======== Records for processing
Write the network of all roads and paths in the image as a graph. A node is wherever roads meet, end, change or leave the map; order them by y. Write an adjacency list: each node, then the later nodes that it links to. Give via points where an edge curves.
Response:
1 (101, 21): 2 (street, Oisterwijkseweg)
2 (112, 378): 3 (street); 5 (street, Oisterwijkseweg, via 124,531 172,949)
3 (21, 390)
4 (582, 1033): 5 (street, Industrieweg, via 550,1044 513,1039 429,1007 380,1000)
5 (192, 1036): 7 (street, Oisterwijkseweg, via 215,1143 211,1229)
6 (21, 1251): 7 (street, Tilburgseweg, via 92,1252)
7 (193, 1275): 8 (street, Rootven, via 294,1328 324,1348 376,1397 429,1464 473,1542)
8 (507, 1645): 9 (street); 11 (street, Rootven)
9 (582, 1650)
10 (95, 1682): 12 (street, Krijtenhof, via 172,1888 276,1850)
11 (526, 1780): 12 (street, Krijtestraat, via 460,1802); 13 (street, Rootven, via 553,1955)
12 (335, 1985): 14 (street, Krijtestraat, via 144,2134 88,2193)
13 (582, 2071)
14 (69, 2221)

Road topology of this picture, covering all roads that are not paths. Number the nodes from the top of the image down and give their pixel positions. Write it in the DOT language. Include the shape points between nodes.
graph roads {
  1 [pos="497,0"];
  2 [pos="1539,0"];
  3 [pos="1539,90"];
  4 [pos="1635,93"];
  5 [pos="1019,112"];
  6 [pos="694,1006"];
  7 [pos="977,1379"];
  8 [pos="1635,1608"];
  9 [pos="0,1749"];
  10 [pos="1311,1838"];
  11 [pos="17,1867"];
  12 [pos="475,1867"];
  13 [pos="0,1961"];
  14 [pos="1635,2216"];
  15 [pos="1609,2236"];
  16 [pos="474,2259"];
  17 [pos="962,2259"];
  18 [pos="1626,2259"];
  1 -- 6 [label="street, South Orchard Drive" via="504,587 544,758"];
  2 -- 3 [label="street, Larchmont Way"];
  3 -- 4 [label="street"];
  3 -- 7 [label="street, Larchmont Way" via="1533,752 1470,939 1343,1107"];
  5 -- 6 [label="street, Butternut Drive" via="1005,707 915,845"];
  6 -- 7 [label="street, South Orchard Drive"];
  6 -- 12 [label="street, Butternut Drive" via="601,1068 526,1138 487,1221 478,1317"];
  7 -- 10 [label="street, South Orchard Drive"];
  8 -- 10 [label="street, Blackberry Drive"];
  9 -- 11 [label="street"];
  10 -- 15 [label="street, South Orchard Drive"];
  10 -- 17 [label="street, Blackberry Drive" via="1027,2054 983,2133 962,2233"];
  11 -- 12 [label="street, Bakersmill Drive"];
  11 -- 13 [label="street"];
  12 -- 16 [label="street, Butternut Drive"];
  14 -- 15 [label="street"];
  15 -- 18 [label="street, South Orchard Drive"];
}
================
All of the lines above are to be restated word for word.

Write the network of all roads and paths in the image as a graph. A node is wherever roads meet, end, change or leave the map; order them by y. Write an adjacency list: each node, then the later nodes that it links to. Give via points where an edge curves.
Response:
1 (101, 21): 2 (street, Oisterwijkseweg)
2 (112, 378): 3 (street); 5 (street, Oisterwijkseweg, via 124,531 172,949)
3 (21, 390)
4 (582, 1033): 5 (street, Industrieweg, via 550,1044 513,1039 429,1007 380,1000)
5 (192, 1036): 7 (street, Oisterwijkseweg, via 215,1143 211,1229)
6 (21, 1251): 7 (street, Tilburgseweg, via 92,1252)
7 (193, 1275): 8 (street, Rootven, via 294,1328 324,1348 376,1397 429,1464 473,1542)
8 (507, 1645): 9 (street); 11 (street, Rootven)
9 (582, 1650)
10 (95, 1682): 12 (street, Krijtenhof, via 172,1888 276,1850)
11 (526, 1780): 12 (street, Krijtestraat, via 460,1802); 13 (street, Rootven, via 553,1955)
12 (335, 1985): 14 (street, Krijtestraat, via 144,2134 88,2193)
13 (582, 2071)
14 (69, 2221)

Road topology of this picture, covering all roads that are not paths. Number the nodes from the top of the image down and give their pixel positions. Write it in the DOT language. Include the shape points between nodes.
graph roads {
  1 [pos="497,0"];
  2 [pos="1539,0"];
  3 [pos="1539,90"];
  4 [pos="1635,93"];
  5 [pos="1019,112"];
  6 [pos="694,1006"];
  7 [pos="977,1379"];
  8 [pos="1635,1608"];
  9 [pos="0,1749"];
  10 [pos="1311,1838"];
  11 [pos="17,1867"];
  12 [pos="475,1867"];
  13 [pos="0,1961"];
  14 [pos="1635,2216"];
  15 [pos="1609,2236"];
  16 [pos="474,2259"];
  17 [pos="962,2259"];
  18 [pos="1626,2259"];
  1 -- 6 [label="street, South Orchard Drive" via="504,587 544,758"];
  2 -- 3 [label="street, Larchmont Way"];
  3 -- 4 [label="street"];
  3 -- 7 [label="street, Larchmont Way" via="1533,752 1470,939 1343,1107"];
  5 -- 6 [label="street, Butternut Drive" via="1005,707 915,845"];
  6 -- 7 [label="street, South Orchard Drive"];
  6 -- 12 [label="street, Butternut Drive" via="601,1068 526,1138 487,1221 478,1317"];
  7 -- 10 [label="street, South Orchard Drive"];
  8 -- 10 [label="street, Blackberry Drive"];
  9 -- 11 [label="street"];
  10 -- 15 [label="street, South Orchard Drive"];
  10 -- 17 [label="street, Blackberry Drive" via="1027,2054 983,2133 962,2233"];
  11 -- 12 [label="street, Bakersmill Drive"];
  11 -- 13 [label="street"];
  12 -- 16 [label="street, Butternut Drive"];
  14 -- 15 [label="street"];
  15 -- 18 [label="street, South Orchard Drive"];
}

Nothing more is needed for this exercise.